Problem to solve:
Please quote exactly the lines below from the line containing "thumb ip: (813, 991)" to the line containing "pinky dip: (760, 1016)", both lines included, and nothing else.

Data entries
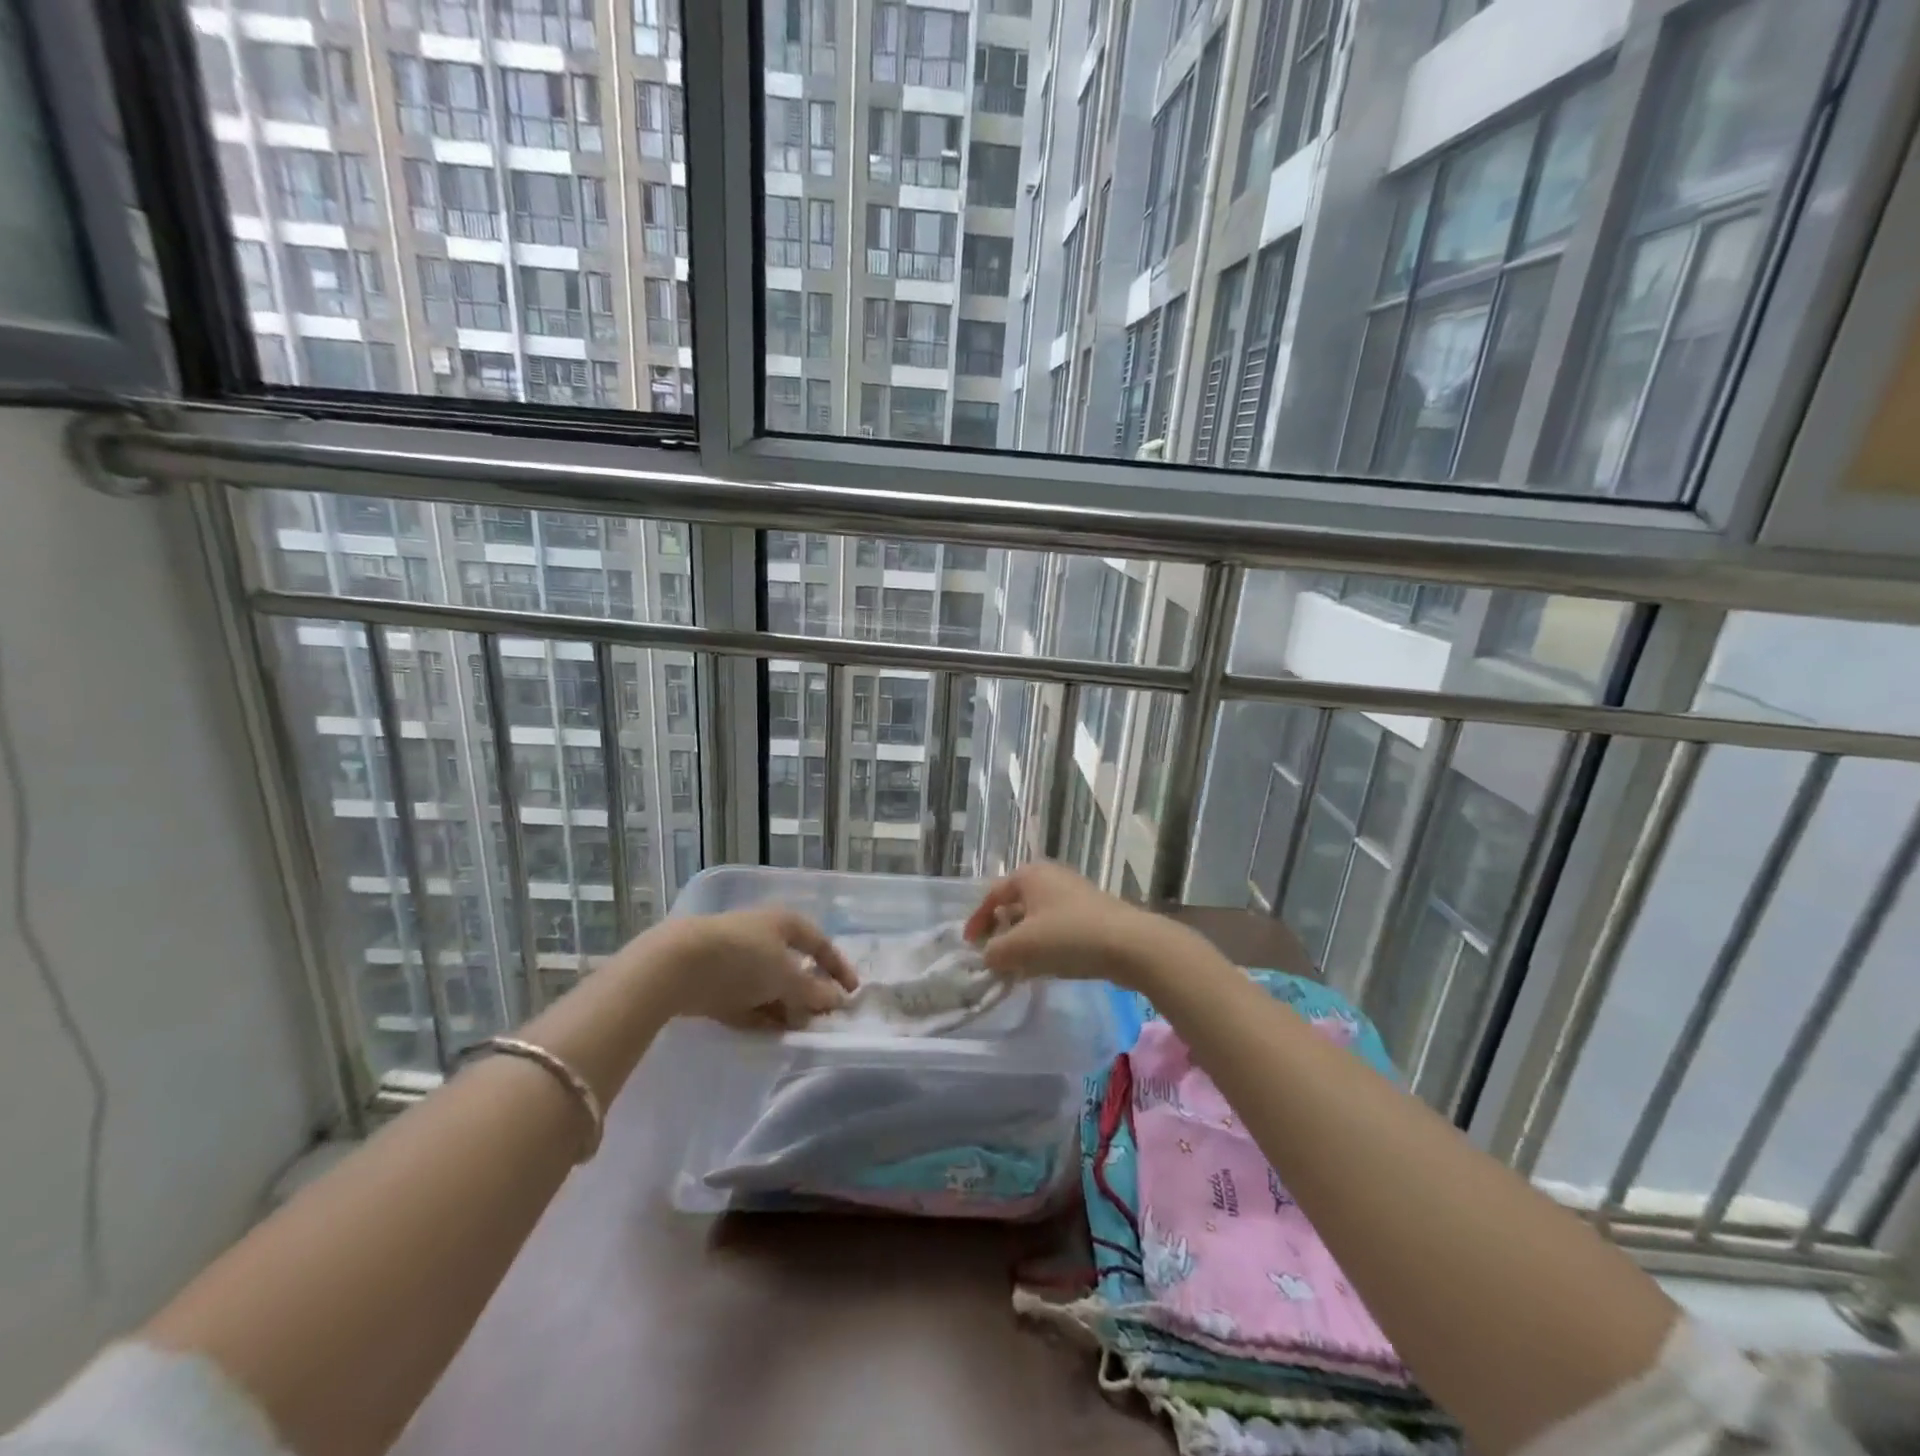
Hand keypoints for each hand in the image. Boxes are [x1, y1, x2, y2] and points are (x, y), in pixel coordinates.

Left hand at [632, 908, 859, 1028]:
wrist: (678, 966)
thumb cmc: (743, 959)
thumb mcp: (786, 976)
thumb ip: (813, 991)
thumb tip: (836, 1000)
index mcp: (784, 923)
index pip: (820, 944)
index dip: (838, 967)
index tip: (853, 993)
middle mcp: (763, 936)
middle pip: (794, 967)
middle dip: (808, 994)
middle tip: (820, 1019)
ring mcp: (736, 960)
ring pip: (769, 987)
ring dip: (785, 1008)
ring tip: (796, 1032)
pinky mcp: (714, 984)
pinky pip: (746, 1002)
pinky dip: (760, 1016)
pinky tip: (769, 1034)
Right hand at [963, 862, 1186, 991]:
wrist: (1130, 945)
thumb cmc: (1068, 937)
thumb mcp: (1021, 947)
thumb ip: (995, 952)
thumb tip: (989, 957)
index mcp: (1029, 875)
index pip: (993, 895)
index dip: (977, 921)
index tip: (970, 946)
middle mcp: (1050, 877)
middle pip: (1015, 904)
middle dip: (1001, 932)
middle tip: (994, 957)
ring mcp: (1074, 894)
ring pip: (1037, 918)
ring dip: (1024, 941)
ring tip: (1018, 967)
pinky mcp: (1092, 914)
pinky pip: (1058, 927)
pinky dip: (1045, 944)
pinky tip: (1047, 967)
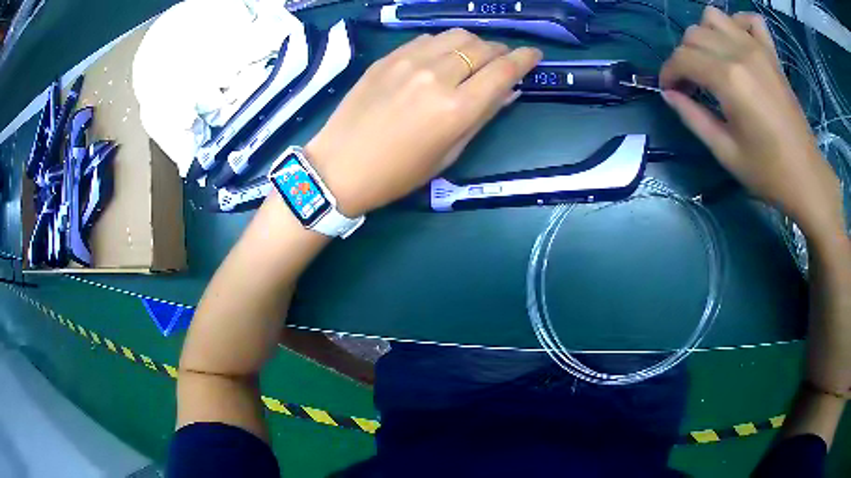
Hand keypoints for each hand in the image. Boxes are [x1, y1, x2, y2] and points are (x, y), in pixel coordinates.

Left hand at [305, 29, 540, 216]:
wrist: (340, 166)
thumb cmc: (398, 173)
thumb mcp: (448, 154)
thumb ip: (481, 117)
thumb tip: (508, 91)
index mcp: (456, 108)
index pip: (503, 70)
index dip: (524, 59)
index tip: (534, 54)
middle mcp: (437, 76)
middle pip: (482, 47)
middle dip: (500, 52)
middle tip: (501, 63)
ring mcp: (409, 62)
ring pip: (457, 35)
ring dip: (473, 44)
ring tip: (471, 59)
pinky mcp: (388, 57)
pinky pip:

Worked solution:
thumb ip: (813, 991)
thumb tip: (836, 1000)
index mcp: (784, 923)
index pip: (820, 944)
index dip: (838, 967)
index tip: (853, 993)
middle mcp: (763, 936)
middle pip: (794, 967)
middle dip: (808, 994)
middle tip: (820, 1019)
ring mcp: (736, 960)
ring pip: (769, 987)
ring dip: (785, 1008)
ring tip: (796, 1032)
pinky mcp: (714, 984)
pinky pip: (746, 1002)
pinky dip: (760, 1016)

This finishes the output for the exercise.